I was going to try to send this out as a February newsletter, but realised that I was going to be a bit late - so here is a March newsletter instead! In any case, it seems more positive and appropriate to send a newsletter out at the beginning of a month, rather than the end. So from now on, I will aim to send out my newsletter in the first week of each
month.
Ireland
The week before last I was in
Ireland. I gave a talk in Dublin and we stayed there for three nights. The talk was very enjoyable, with a wonderful peaceful atmosphere, and I met a lot of lovely spiritually developed people. I also climbed a small mountain (Sugarloaf, in Co. Wicklow) with my kids and wandered the streets and sights of Dublin City. I feel very at home in Ireland - maybe because I have some Irish ancestry, or (more likely) because the people and the landscape feel so warm and welcoming. I had the impression
(which I've had before) that Ireland is very progressive and open to spirituality and that spiritual evolution is happening a little more quickly there than elsewhere. Irish people seem to be very quickly moving beyond the restrictions of tradition and history and embracing a new future, including spiritual development.
I was disappointed
last year when the British people voted to leave the European Union. I see it as a backward step, against the tide of history, based on xenophobia and pipe dreams of an illusory better future. But I recently found that there is a way for me personally to stay in the EU. Since one of my grandparents was Irish, I am entitled to become an Irish citizen! So that could be a possibility in the future. Ireland would certainly be a beautiful place to live. The 'Taylor-Hartelius Debate on Religion and Spirituality'
In case you don’t know, I have
a three-day-a-week role as a psychologist at a university, where I’m involved in a field called ‘transpersonal psychology,’ which really means ‘spiritual psychology.’ It’s the field of psychology which investigates spirituality - spiritual experiences, spiritual transformation, spiritual traditions, and so on. In recent months, I've taken part in a debate with Glenn Hartelius - a prominent transpersonal psychologist - about spirituality and its relationship to psychology, which has just been
published in the International Journal of Transpersonal Studies. This has been one of my main projects over the last year or so. It started with a paper called ‘From Philosophy to Phenomenology: The Argument for a Soft Perennialism.’ I was defending the idea that there is a common spirituality that lies behind all different spiritual traditions, and opposing the idea that transpersonal psychology should be a 'science' which doesn't deal with philosophical issues or spiritual states of being.
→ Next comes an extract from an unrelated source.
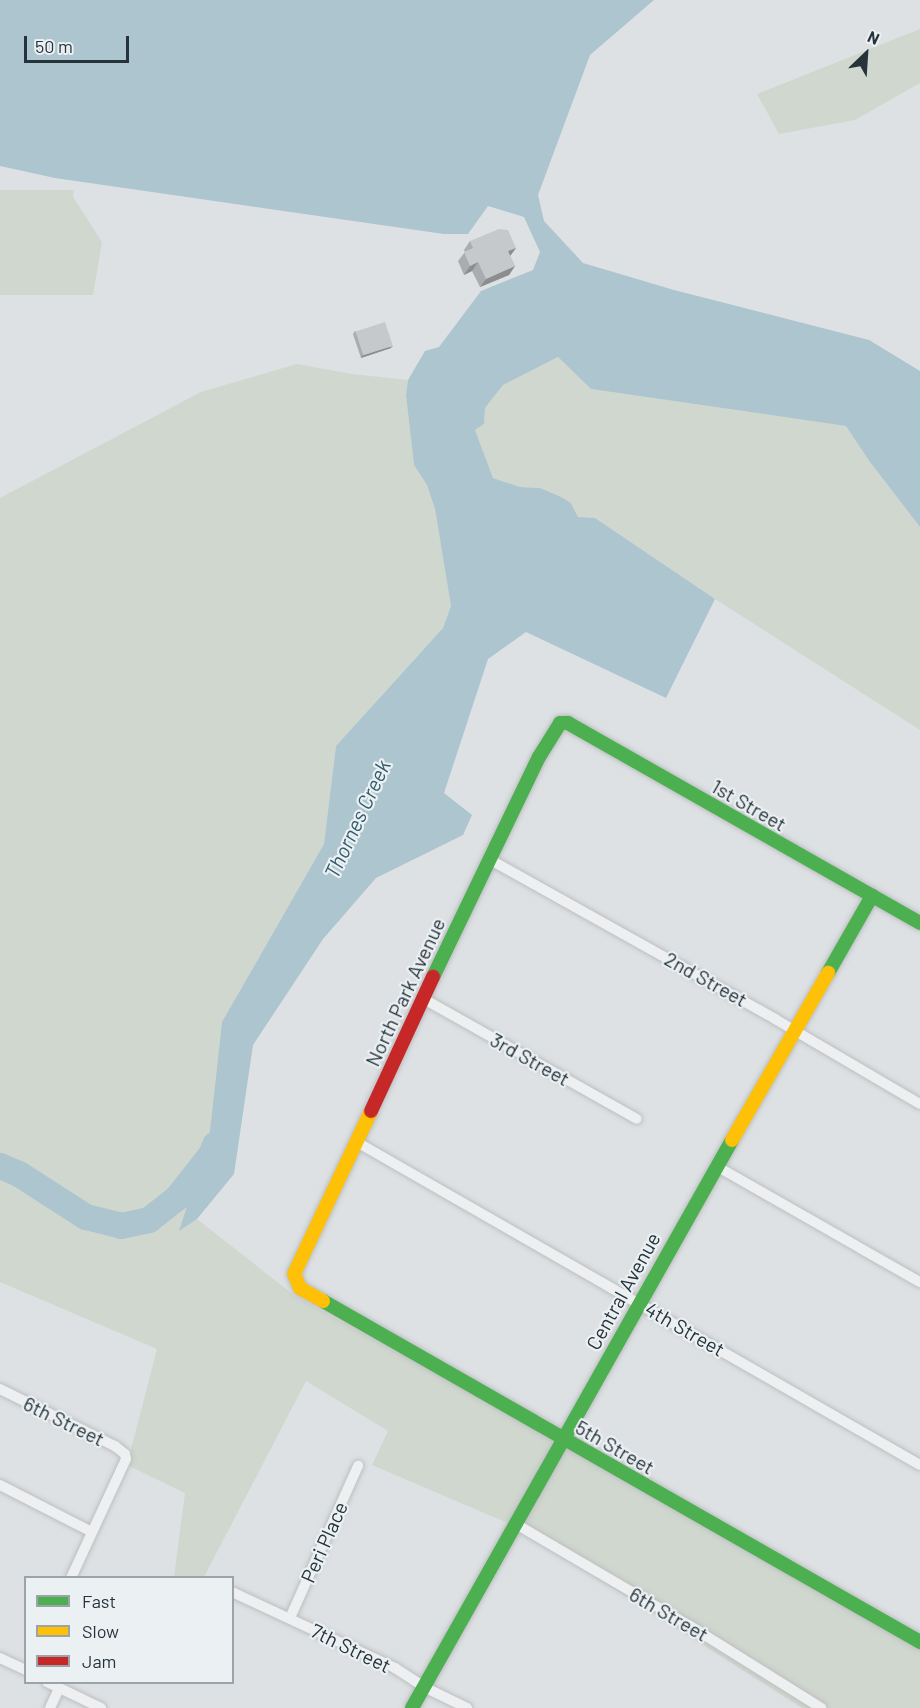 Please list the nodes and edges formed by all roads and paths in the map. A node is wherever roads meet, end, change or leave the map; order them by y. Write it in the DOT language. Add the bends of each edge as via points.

Glenn Hartelius was critical of this, believing that you can’t be a psychologist at the same as promoting a spiritual vision of the world. So this led to a debate about these issues, and about what transpersonal psychology is, or should be.
You can read the dialogue here. If you scroll down, you will find three papers of mine, with response from Hartelius. At the beginning of February our cat Mitzi died unexpectedly. It seems as if she had a stroke. We were all very upset, especially Bill and Ted (my two young boys). The house feels very empty
without her. It’s strange how her quiet and unobtrusive presence filled the whole house. It was like a background against which we lived our lives. So all best wishes and blessings to Mitzi, on her onward journey - wherever the consciousness of a cat goes when it’s no longer associated with their bodily form! I used to marvel
at Mitzi’s ability to be still - to rest for hours in zen-like calm. I wrote these lines inspired by her a few months ago: If only (to Mitzi) If only human
beings could sit like cats in perfect oneness with themselves and with the space they occupy with no need to do or to be elsewhere. If only human beings could wait like cats suspended outside time and not a single thought of the future to fill them with frustration content to be, or to be
nothing until time begins again. Savor this World, Savor this
Life A few days ago, I had an e-mail from a person who asked me if I was the author of a poem called ‘Savor this World, Savor this Life.’ She said she had been at
a memorial service the previous day, where it had been read out, and she had found it very moving. How beautiful and touching to think that one of my poems was read out at a memorial service! I think that’s the greatest honour I could possibly have as an author.
If you don’t
know it, it’s one of my pieces from ‘The Calm Center.’ It was one of my personal favourites too, so I’ll include it here. It’s a reminder to celebrate the wonder and beauty of our transient existence in this world. There may be another life and another world beyond this one - but we’re only able to experience this world in this form for a certain amount of time.
Savor this world
because your ship only landed here by chance on the shore of this strange island in the middle of an empty ocean and you can only stay here for a while wandering these lush forests eating these exotic
fruits until your ship sets sail again.
Savor this world because you’re only a guest passing through this town stopping off to visit some relatives on your way back home not long enough to put down any roots walking these foreign streets nodding at passers-by — the locals, you presume. But look more closely — everyone’s a traveller here.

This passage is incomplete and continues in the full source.